Find Your Lucky Star
In life, some people are more lucky than others. Events always seem to go their way. Did you ever wonder why that was? What if you could become one of them?
Reading time: 5 minutes
You thought you lived from your memory, but you mostly lived from your imagination.
— Romain Gary, in The Kites
A mentor wrote to me. After reading in The Common Trait of Great Leaders how his behavior became a source of inspiration for me, he said:
I wonder if it ever crossed your mind that what you seem to learn from others is actually your own mental construct, and that, really, all that inspiration in fact comes from one source — you.
Am I aware that the people I see as sources of inspiration may not be carrying the intentions I’m assigning to them? Yes.
This question is an opportunity to clarify my perspective on that topic, which is at the heart of this newsletter.

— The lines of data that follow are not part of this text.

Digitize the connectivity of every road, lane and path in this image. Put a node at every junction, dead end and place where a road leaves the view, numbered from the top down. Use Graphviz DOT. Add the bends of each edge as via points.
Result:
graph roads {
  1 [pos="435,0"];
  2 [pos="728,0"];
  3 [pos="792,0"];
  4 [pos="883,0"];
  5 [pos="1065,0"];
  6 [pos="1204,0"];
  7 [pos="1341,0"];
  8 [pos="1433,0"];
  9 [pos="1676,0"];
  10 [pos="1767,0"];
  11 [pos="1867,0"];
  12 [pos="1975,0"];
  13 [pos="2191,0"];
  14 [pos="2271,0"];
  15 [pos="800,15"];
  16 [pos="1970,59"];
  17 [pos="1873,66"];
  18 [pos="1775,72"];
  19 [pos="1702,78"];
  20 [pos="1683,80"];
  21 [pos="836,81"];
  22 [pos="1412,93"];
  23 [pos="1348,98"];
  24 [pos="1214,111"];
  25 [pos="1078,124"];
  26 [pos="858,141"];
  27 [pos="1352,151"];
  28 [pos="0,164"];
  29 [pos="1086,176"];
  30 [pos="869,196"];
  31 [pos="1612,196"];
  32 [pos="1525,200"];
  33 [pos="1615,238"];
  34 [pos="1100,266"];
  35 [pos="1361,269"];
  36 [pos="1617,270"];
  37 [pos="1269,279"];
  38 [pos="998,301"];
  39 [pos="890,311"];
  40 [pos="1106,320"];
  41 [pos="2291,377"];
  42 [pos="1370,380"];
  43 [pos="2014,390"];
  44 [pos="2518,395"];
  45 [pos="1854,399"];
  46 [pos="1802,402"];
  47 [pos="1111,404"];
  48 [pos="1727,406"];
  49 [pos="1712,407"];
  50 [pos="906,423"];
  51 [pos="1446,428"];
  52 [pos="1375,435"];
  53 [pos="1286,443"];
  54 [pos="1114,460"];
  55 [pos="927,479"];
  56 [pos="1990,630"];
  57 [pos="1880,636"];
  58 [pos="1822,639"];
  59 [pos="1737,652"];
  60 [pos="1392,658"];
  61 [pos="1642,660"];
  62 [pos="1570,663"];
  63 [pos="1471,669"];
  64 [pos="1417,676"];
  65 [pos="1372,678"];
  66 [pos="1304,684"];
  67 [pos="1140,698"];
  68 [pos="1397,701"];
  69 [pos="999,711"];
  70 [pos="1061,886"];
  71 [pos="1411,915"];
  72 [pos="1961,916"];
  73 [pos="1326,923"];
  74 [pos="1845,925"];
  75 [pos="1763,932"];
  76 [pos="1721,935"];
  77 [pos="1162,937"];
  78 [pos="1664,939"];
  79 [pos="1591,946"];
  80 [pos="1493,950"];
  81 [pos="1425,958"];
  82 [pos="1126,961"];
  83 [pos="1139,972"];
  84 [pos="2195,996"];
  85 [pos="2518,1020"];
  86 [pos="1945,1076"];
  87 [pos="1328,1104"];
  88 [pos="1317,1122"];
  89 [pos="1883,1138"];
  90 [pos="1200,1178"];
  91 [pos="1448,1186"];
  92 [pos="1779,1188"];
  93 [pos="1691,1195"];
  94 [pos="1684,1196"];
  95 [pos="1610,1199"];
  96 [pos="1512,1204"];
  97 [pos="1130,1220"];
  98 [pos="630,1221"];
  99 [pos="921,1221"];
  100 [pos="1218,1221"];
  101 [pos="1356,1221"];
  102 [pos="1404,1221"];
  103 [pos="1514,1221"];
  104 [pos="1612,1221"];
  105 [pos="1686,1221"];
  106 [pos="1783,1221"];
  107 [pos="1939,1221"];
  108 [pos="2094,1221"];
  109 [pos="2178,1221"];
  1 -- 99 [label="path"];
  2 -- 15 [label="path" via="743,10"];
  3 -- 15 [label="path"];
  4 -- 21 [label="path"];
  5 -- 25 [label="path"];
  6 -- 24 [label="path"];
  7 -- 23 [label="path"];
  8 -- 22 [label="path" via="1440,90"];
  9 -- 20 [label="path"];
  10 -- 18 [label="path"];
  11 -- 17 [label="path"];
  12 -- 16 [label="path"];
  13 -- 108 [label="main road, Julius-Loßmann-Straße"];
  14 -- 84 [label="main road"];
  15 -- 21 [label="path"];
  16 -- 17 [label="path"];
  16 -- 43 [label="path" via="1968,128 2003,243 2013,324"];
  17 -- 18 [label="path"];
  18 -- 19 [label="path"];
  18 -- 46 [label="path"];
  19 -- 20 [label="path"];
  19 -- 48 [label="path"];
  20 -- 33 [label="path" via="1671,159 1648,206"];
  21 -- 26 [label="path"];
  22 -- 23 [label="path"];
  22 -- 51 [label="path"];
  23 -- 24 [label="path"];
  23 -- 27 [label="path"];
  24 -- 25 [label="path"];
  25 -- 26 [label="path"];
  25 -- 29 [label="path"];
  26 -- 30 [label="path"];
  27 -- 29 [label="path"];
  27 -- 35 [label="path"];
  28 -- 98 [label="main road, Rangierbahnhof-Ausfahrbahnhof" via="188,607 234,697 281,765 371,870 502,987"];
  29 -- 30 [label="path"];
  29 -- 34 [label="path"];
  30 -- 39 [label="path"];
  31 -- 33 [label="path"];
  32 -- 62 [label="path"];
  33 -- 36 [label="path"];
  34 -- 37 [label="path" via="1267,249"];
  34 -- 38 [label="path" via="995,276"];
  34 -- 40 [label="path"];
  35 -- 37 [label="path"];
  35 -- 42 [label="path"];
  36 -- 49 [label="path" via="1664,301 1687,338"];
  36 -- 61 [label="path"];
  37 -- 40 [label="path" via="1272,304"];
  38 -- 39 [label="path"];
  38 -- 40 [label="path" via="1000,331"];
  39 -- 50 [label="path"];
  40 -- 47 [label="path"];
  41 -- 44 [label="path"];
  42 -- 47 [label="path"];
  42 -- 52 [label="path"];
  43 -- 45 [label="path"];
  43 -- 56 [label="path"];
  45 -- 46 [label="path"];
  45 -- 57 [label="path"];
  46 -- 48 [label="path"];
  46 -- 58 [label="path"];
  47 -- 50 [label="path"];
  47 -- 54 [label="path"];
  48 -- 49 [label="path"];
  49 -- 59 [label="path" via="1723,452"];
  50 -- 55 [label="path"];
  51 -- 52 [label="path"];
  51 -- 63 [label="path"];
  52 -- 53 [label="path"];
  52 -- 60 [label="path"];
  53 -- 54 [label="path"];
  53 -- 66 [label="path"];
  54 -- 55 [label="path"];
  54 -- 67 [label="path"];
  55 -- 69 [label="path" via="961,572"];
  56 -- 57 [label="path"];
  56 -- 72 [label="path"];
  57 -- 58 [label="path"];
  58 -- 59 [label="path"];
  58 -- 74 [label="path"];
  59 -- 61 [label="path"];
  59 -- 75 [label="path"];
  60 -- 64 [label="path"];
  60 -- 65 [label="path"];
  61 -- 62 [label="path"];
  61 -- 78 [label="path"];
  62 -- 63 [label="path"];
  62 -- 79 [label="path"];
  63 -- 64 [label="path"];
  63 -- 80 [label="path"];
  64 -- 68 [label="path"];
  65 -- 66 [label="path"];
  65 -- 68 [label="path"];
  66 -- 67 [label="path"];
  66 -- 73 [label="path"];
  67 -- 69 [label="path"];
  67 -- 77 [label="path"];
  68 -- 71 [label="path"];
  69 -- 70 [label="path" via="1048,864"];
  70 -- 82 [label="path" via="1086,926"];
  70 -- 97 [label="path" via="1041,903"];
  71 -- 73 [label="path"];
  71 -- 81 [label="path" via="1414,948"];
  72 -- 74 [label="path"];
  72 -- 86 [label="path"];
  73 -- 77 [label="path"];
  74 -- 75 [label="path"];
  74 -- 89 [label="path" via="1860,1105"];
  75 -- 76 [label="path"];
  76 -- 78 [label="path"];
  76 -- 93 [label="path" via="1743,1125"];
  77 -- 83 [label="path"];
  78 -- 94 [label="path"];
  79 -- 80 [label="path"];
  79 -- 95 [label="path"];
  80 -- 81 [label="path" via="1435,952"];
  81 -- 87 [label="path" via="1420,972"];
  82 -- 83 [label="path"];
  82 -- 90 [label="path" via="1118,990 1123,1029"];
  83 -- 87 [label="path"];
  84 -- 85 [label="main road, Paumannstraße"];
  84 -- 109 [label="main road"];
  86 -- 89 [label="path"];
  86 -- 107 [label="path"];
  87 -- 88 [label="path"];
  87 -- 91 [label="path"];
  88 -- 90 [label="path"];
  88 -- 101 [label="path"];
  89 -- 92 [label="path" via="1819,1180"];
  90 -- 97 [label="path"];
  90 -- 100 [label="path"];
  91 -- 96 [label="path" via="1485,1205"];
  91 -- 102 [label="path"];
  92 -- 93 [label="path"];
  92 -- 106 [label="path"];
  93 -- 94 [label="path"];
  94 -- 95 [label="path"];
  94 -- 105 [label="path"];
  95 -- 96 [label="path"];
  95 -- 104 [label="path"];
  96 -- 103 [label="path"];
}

Events and their interpretation
First, the events that I refer to do happen. I don’t make them up. In fact, the amount of notes I take makes it likely that I remember some details quite accurately. For example, in the story I was sharing about this mentor, I’m quite confident about the details mentioned — his attitude, his words — because I wrote them down that very evening.
Second, different people trigger different reactions. At the time, I shared my problem with many people, and none of them triggered the new perspective that I got from discussing it with my mentor. What he did triggered something positive for me. Others didn’t.

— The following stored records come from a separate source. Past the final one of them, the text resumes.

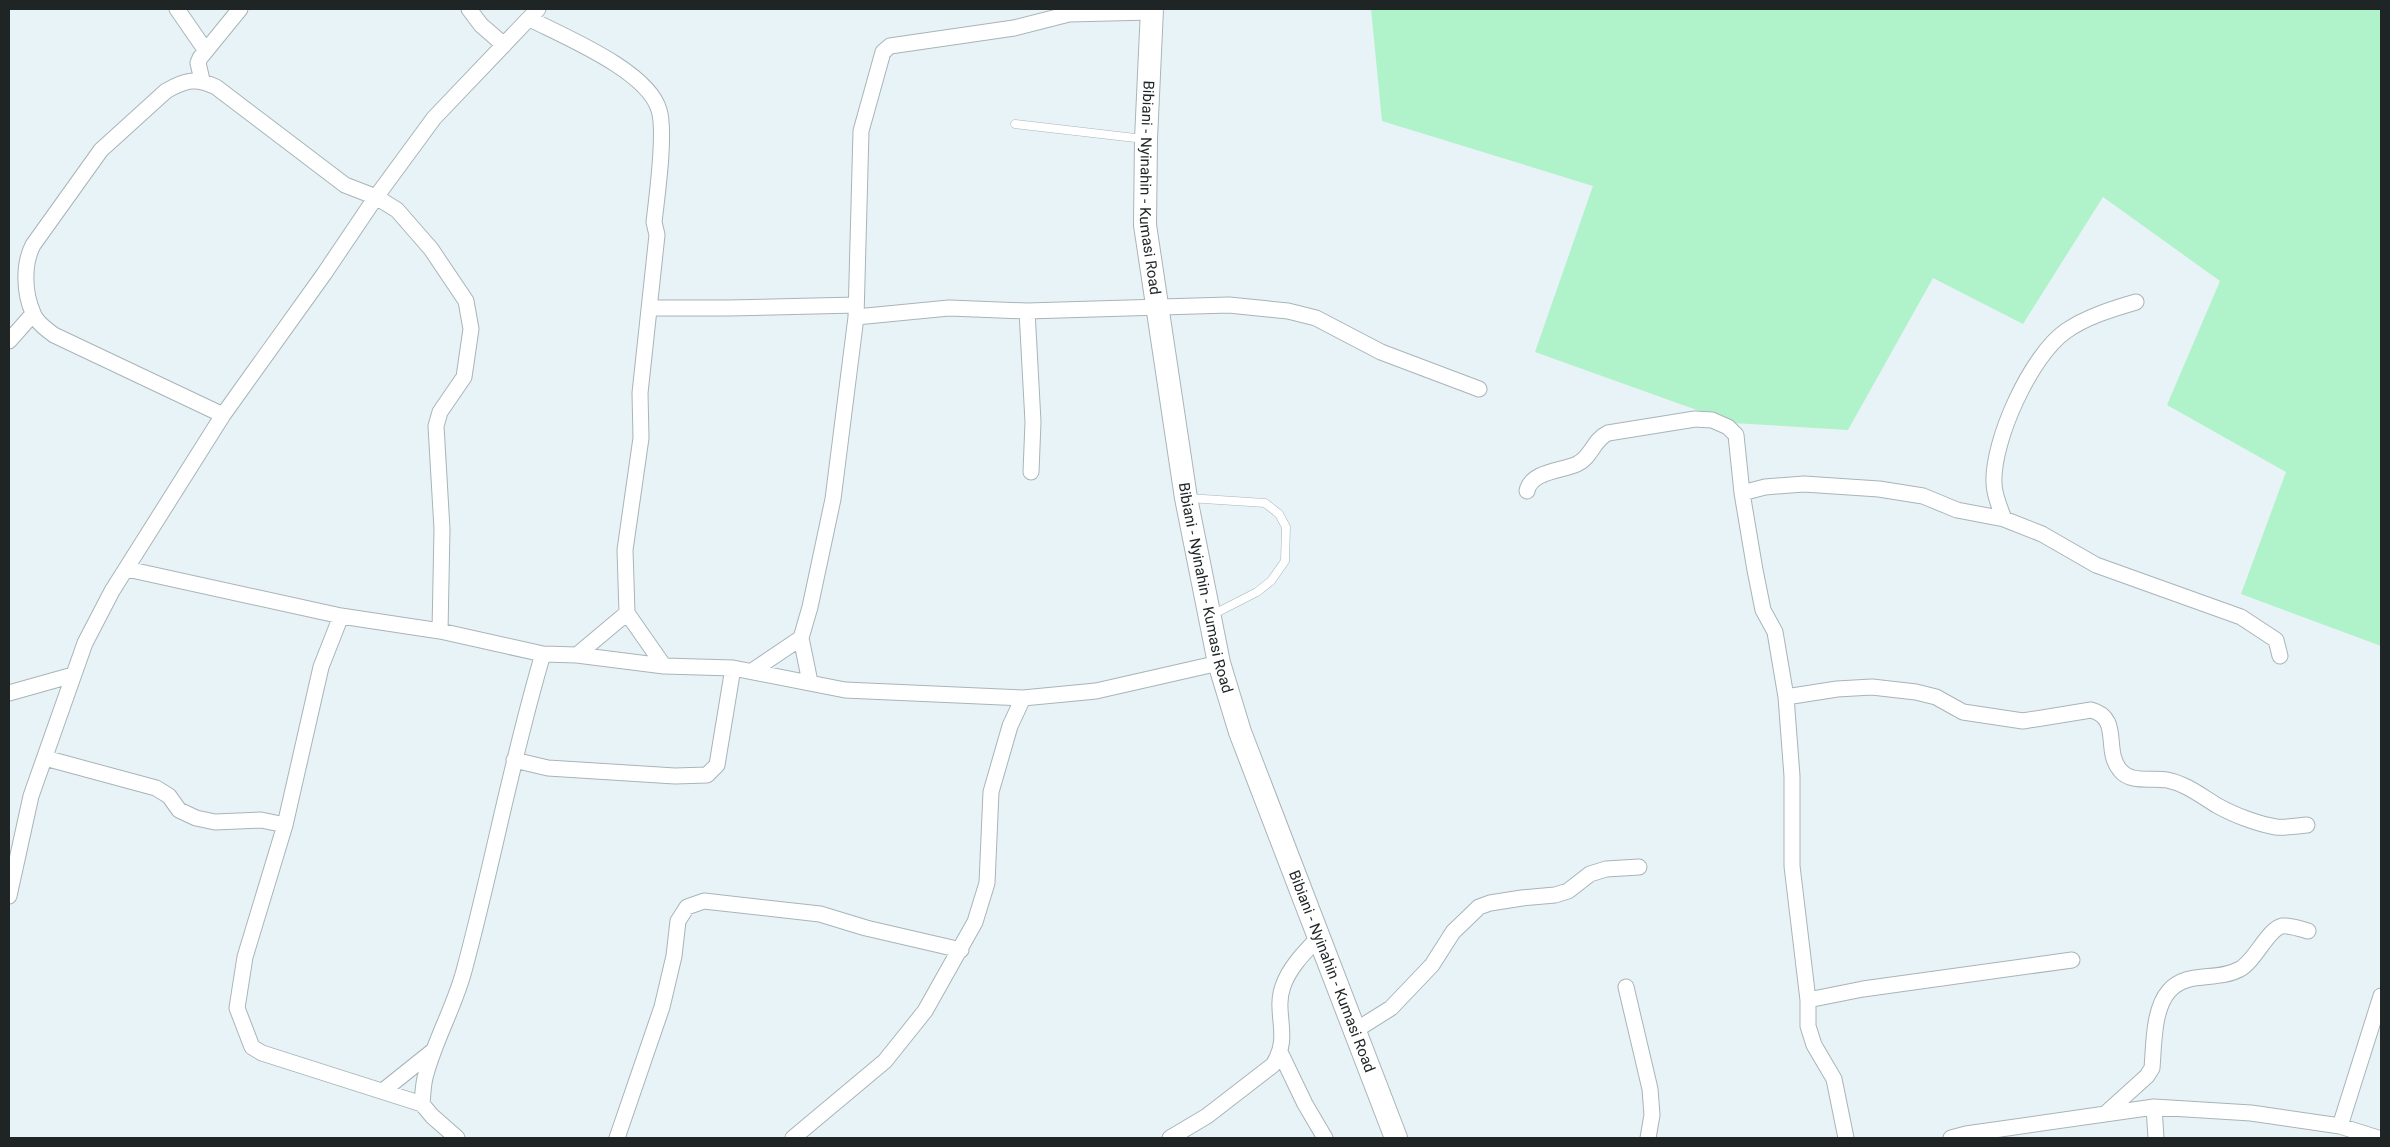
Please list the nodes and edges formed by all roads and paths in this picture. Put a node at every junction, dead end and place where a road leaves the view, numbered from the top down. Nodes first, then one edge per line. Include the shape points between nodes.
1 (177, 9) edge
2 (240, 9) edge
3 (469, 9) edge
4 (1151, 10) edge
5 (534, 14) edge
6 (504, 45) junction
7 (206, 51) junction
8 (202, 80) junction
9 (1015, 124) dead end
10 (1146, 139) junction
11 (376, 197) junction
12 (2136, 302) dead end
13 (1157, 306) junction
14 (650, 308) junction
15 (856, 311) junction
16 (1027, 311) junction
17 (33, 314) junction
18 (9, 341) edge
19 (1479, 389) dead end
20 (223, 415) junction
21 (1031, 472) dead end
22 (1528, 491) dead end
23 (1742, 493) junction
24 (1186, 498) junction
25 (2004, 519) junction
26 (127, 569) junction
27 (627, 613) junction
28 (341, 616) junction
29 (1209, 617) junction
30 (440, 631) junction
31 (801, 638) junction
32 (543, 654) junction
33 (577, 655) junction
34 (2280, 656) dead end
35 (1219, 663) junction
36 (664, 666) junction
37 (733, 668) junction
38 (752, 671) junction
39 (73, 675) junction
40 (810, 682) junction
41 (9, 694) edge
42 (1023, 698) junction
43 (1786, 698) junction
44 (45, 758) junction
45 (514, 760) junction
46 (285, 825) junction
47 (2307, 825) dead end
48 (1639, 867) dead end
49 (9, 896) edge
50 (2308, 930) dead end
51 (1320, 936) junction
52 (961, 950) junction
53 (2072, 960) dead end
54 (1626, 987) dead end
55 (2381, 996) edge
56 (1808, 1000) junction
57 (1356, 1030) junction
58 (434, 1050) junction
59 (1281, 1054) junction
60 (384, 1090) junction
61 (422, 1104) junction
62 (2154, 1107) junction
63 (2104, 1114) junction
64 (2340, 1126) junction
65 (1968, 1136) edge
66 (457, 1138) edge
67 (617, 1138) edge
68 (793, 1138) edge
69 (1170, 1138) edge
70 (1325, 1138) edge
71 (1396, 1138) edge
72 (1648, 1138) edge
73 (1846, 1138) edge
74 (1950, 1138) edge
75 (2156, 1138) edge
76 (2378, 1138) edge

1 - 7 street
2 - 7 street
3 - 6 street via 481,25
4 - 10 main road, Bibiani - Nyinahin - Kumasi Road
4 - 15 street via 1069,14 1014,28 890,46 883,52 861,131
5 - 6 street
5 - 14 street via 635,77 659,109 654,222 657,235
6 - 11 street via 434,118
7 - 8 street via 198,63
8 - 11 street via 216,86 255,114 345,186
8 - 17 street via 177,84 166,91 101,150 38,237 26,258
9 - 10 lane
10 - 13 main road, Bibiani - Nyinahin - Kumasi Road via 1145,226
11 - 20 street
11 - 30 street via 397,210 431,249 466,301 471,329 464,377 440,412 436,426 442,529
12 - 25 street via 2113,308 2065,331 2042,353 2027,376 1995,462 1994,483
13 - 16 street
13 - 19 street via 1229,305 1288,311 1316,318 1389,356
13 - 24 main road, Bibiani - Nyinahin - Kumasi Road
14 - 15 street
14 - 27 street via 640,393 641,438 625,550
15 - 16 street via 949,308
15 - 31 street via 833,499
16 - 21 street via 1033,422
17 - 18 street
17 - 20 street via 54,335
20 - 26 street
22 - 23 street via 1530,483 1536,479 1586,457 1601,436 1694,418 1712,420 1728,427 1736,435
23 - 25 street via 1765,487 1804,484 1880,489 1923,496 1957,510
23 - 43 street via 1763,610 1775,632
24 - 29 main road, Bibiani - Nyinahin - Kumasi Road
24 - 29 lane via 1265,503 1279,514 1286,527 1285,562 1271,581
25 - 34 street via 2042,534 2096,565 2241,617 2276,640
26 - 28 street
26 - 39 street via 85,643
27 - 33 street
27 - 36 street
28 - 30 street
28 - 46 street via 321,668
29 - 35 main road, Bibiani - Nyinahin - Kumasi Road
30 - 32 street
31 - 38 street
31 - 40 street
32 - 33 street
32 - 45 street
33 - 36 street
35 - 42 street via 1096,691
35 - 51 main road, Bibiani - Nyinahin - Kumasi Road via 1240,732
36 - 37 street
37 - 38 street
37 - 45 street via 717,765 707,775 548,768
38 - 40 street
39 - 41 street
39 - 44 street
40 - 42 street via 845,690
42 - 52 street via 1010,726 991,792 987,883 975,922
43 - 47 street via 1836,689 1872,688 1916,692 1936,697 1963,712 2023,721 2091,710 2101,712 2108,722 2114,758 2120,771 2131,778 2167,780 2190,788 2220,807 2277,827
43 - 56 street via 1792,776 1792,866
44 - 46 street via 156,788 169,796 179,810 196,818 215,822 261,820
44 - 49 street via 31,796
45 - 58 street via 465,968 450,1015
46 - 60 street via 245,957 237,1008 244,1031 252,1047 262,1053
48 - 57 street via 1606,869 1590,874 1568,891 1555,895 1490,902 1479,907 1454,932 1432,965 1391,1008
50 - 63 street via 2283,926 2276,929 2249,963 2240,969 2226,975 2191,978 2175,985 2162,1001 2148,1076
51 - 57 main road, Bibiani - Nyinahin - Kumasi Road
51 - 59 street via 1293,966 1282,987
52 - 67 street via 820,914 704,901 694,903 678,921 662,1007
52 - 68 street via 925,1011 885,1061
53 - 56 street via 1863,989
54 - 72 street via 1650,1089 1652,1115
55 - 64 street
56 - 73 street via 1808,1026 1814,1045 1834,1079
57 - 71 main road, Bibiani - Nyinahin - Kumasi Road
58 - 60 street
58 - 61 street via 425,1076
59 - 69 street via 1273,1065 1207,1116
59 - 70 street
60 - 61 street
61 - 66 street
62 - 63 street
62 - 64 street via 2251,1113
62 - 75 street
63 - 65 street
64 - 76 street
65 - 74 street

Third, ultimately, it doesn’t matter what my mentor intended. I don’t control the events that happen to me, but I can influence my reaction to them. This approach to life is something that I may have inherited from my grandfather — whom I talked about before in Total Eclipse Of The Mind.
The lucky star of my grandfather
A couple of years before he died, I spent a nice day with my grandfather. Just him and I, visiting places he had lived in as a child, a teenager or a young adult.
He had decided to write a small essay about his life, to share it with his kids and grand-kids. I was helping him out in this project.
That day, we were jumping from one memory to another. Along this fragmented piece of storytelling, my grand-father kept referring to the influence that his lucky star had played on multiple occasions. He would conclude each story by repeating: “It’s simply amazing how lucky I’ve been during my whole life!”. Baffled by his stories, his enthusiasm and his joy of sharing the key moments of his life, I believed him.
Later, other moments of his life came to my mind, tougher ones. And I realized that, when he talked about them, he never blamed anyone. Not others. Not himself. Not even his lucky star that seem to have failed him.
I don’t know if my grand-father was particularly lucky in life. However, I do believe that, indeed, a lucky star followed him his whole life. And it’s not a coincidence if it never left him, wherever he went, whatever he did — that lucky star was the one you could see constantly sparkling in his eyes. Hidden inside his gaze, it was coloring his life with a filter that was making it extraordinary.
His lucky star didn’t influence the events happening to him as much as it influenced his perception of those events.
How to find your own lucky star
I’ve been told that my newsletter usually lack conclusions. Here’s an attempt to unpack what you could take from this one:
Surround yourselves with sources of inspiration. If certain things or people trigger positive reactions within you, cherish them.
Acknowledge that your reaction to an event is not a logical, inevitable sequence, but a crossroad where you get to choose the interpretation of that event. When something happens to you, there are always two paths for you to take. The sum of the paths you take define your life journey, much more than the events that happen to you.
Develop the habit of flipping frustrations into opportunities — more about this in A Star Wars Object Shows Us How to Embrace 2021.
To explore this topic further
Some powerful art pieces have elaborated on this idea of choosing how to react to events.
An essay — Man's Search for Meaning, by Viktor Frankl, 1946. A prisoner in Nazi concentration camps describes his experiences and observations. One of the key conclusions was that, even if prisoners couldn’t influence their terrible living conditions, they could partially determine their own attitude towards them.
A poem — Invictus, by William Ernest Henley, 1888. A man facing leg amputation describes the dark journey his mind and his body go through. The last two lines (“I am the master of my fate / I am the captain of my soul”) have been reused in a speech by Winston Churchill in 1941, but it was Nelson Mandela who made this poem famous by reading it to other prisoners during his incarceration.
A movie — Big Fish, by Tim Burton, 2003. A son tries to understand who his dying father was, attempting to distinguish real events from invented memories. Beautiful, poetic movie, with a perfect ending.
Thank you to Pierre-Antoine Vertray for spreading an infectious passion for Romain Gary. Thank you to Maxime Mario for encouraging me to tell this story a long time ago.
Post-scriptum: If my grandfather was reading this, he would probably have the same reaction as my mentor.